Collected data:
Content starts

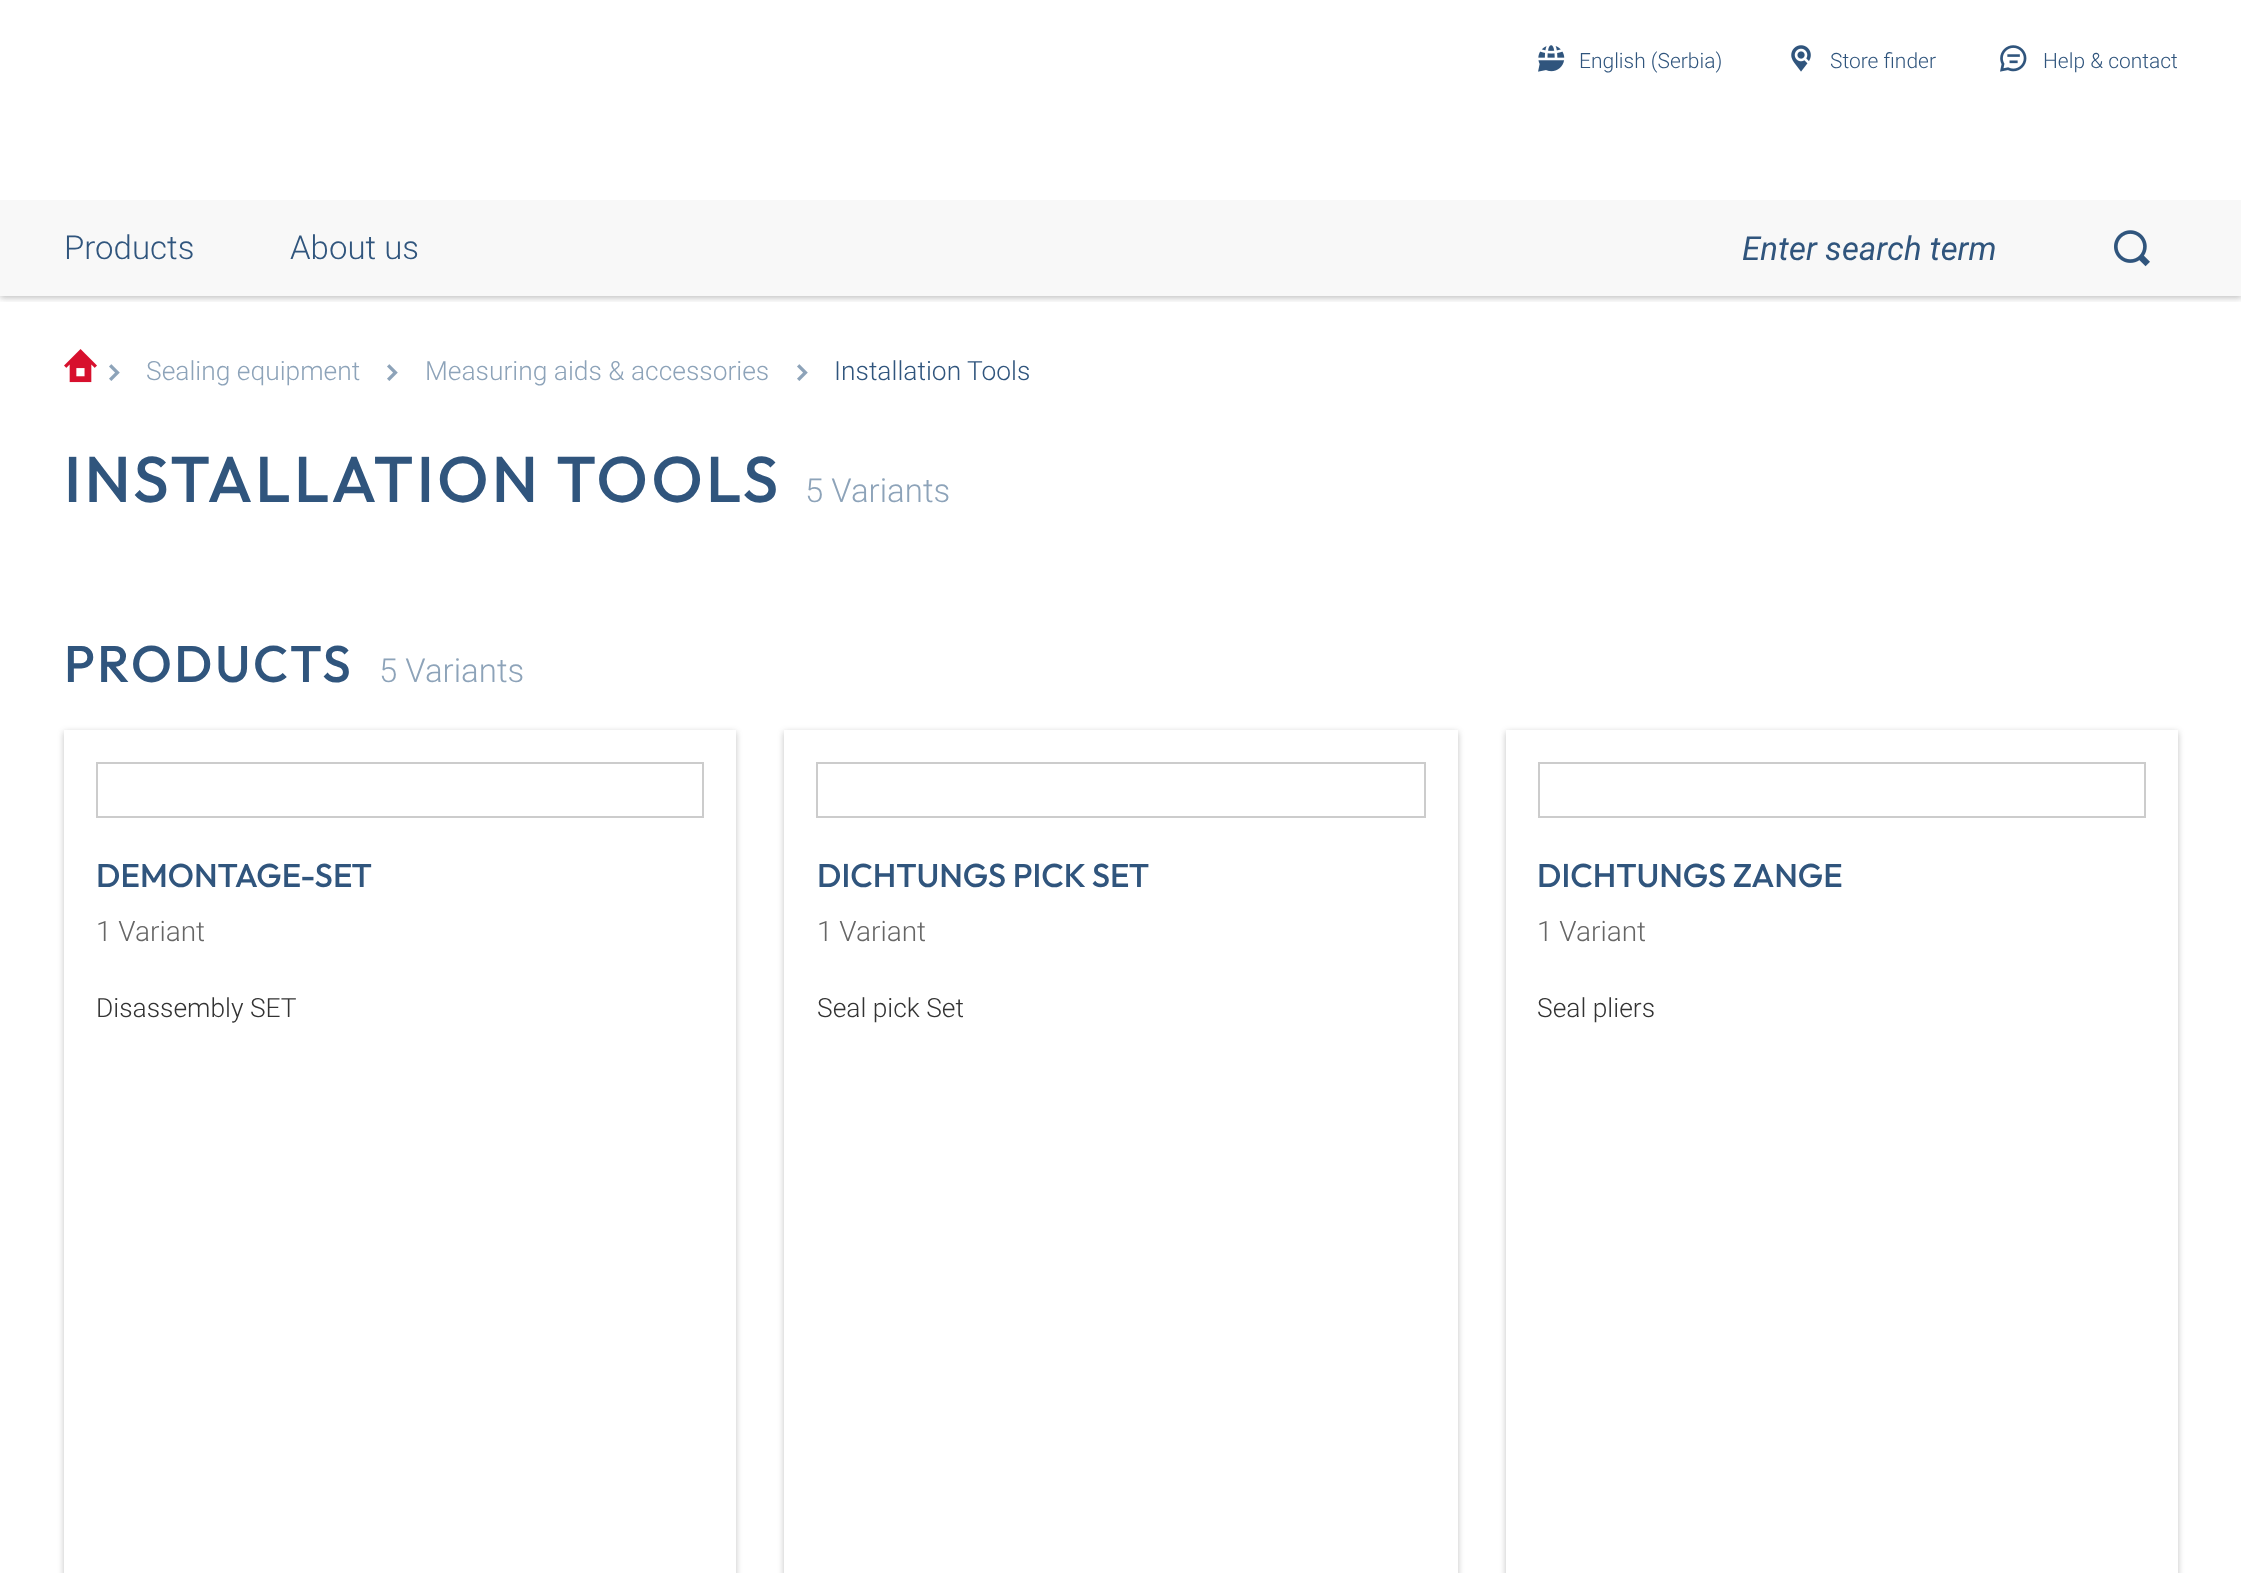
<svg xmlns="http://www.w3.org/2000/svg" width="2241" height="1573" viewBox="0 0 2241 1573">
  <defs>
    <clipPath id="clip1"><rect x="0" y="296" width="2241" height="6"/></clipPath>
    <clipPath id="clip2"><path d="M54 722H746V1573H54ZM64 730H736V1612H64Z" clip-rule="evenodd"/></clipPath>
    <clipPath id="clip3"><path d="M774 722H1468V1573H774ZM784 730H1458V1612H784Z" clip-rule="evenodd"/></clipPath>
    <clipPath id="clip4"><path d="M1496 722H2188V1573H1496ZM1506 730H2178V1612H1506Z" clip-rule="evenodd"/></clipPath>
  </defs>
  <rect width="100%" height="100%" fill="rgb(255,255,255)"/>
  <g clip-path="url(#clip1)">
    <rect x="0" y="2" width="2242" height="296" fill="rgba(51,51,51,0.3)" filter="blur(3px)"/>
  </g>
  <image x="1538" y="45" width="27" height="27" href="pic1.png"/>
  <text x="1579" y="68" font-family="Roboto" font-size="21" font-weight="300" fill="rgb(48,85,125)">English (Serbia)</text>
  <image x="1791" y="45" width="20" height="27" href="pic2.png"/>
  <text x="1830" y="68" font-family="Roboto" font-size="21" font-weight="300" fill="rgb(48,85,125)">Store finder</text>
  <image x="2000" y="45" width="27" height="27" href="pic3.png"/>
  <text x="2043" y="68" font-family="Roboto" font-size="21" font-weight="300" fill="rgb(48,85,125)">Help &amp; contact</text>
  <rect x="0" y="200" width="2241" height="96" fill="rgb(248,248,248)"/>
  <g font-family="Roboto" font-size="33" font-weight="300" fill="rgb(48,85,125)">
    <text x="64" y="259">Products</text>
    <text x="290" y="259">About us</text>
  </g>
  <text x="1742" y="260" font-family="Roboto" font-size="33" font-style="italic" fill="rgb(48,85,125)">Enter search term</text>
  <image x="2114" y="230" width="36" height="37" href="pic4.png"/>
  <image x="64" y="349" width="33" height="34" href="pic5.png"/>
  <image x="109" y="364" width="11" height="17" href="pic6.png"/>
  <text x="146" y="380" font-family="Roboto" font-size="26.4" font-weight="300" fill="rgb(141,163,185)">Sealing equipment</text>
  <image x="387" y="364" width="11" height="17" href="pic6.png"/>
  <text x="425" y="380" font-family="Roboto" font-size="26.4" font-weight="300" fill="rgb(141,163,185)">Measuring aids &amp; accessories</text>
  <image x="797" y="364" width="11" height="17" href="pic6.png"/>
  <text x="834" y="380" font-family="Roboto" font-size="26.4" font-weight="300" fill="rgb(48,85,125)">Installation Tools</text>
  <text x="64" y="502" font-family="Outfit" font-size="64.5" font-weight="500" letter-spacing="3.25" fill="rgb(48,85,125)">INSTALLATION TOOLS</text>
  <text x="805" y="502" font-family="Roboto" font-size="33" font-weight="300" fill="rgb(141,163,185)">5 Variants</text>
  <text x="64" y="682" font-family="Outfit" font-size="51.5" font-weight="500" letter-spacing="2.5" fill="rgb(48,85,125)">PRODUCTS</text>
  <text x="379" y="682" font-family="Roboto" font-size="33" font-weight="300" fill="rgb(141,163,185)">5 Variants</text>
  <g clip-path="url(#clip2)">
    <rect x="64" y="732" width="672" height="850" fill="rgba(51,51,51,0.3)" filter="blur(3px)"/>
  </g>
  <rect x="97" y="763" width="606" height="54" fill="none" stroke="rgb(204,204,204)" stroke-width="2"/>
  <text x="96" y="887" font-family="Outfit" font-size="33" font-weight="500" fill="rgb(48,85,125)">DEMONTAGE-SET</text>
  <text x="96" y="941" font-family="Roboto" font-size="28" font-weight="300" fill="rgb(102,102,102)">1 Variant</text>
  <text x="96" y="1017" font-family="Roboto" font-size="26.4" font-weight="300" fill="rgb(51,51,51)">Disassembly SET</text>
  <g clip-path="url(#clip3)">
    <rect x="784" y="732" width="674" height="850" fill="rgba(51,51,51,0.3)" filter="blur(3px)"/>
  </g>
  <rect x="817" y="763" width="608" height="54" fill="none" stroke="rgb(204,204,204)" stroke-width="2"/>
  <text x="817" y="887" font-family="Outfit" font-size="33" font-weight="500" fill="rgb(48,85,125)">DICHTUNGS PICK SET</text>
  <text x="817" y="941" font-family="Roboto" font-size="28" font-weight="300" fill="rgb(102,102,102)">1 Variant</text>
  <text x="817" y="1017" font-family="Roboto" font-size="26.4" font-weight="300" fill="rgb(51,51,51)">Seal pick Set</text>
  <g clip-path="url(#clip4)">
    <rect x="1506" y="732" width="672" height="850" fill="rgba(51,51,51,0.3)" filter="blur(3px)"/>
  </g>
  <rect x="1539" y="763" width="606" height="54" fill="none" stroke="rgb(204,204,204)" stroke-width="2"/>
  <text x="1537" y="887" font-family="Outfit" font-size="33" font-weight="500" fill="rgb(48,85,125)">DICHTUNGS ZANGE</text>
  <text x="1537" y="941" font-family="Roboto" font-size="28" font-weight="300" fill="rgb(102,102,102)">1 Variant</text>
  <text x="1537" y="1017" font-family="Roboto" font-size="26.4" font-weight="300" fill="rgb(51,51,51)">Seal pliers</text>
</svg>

Content ends

Task prompt: Copy each line of the data that includes the word "rule".

Task output:
    <clipPath id="clip2"><path d="M54 722H746V1573H54ZM64 730H736V1612H64Z" clip-rule="evenodd"/></clipPath>
    <clipPath id="clip3"><path d="M774 722H1468V1573H774ZM784 730H1458V1612H784Z" clip-rule="evenodd"/></clipPath>
    <clipPath id="clip4"><path d="M1496 722H2188V1573H1496ZM1506 730H2178V1612H1506Z" clip-rule="evenodd"/></clipPath>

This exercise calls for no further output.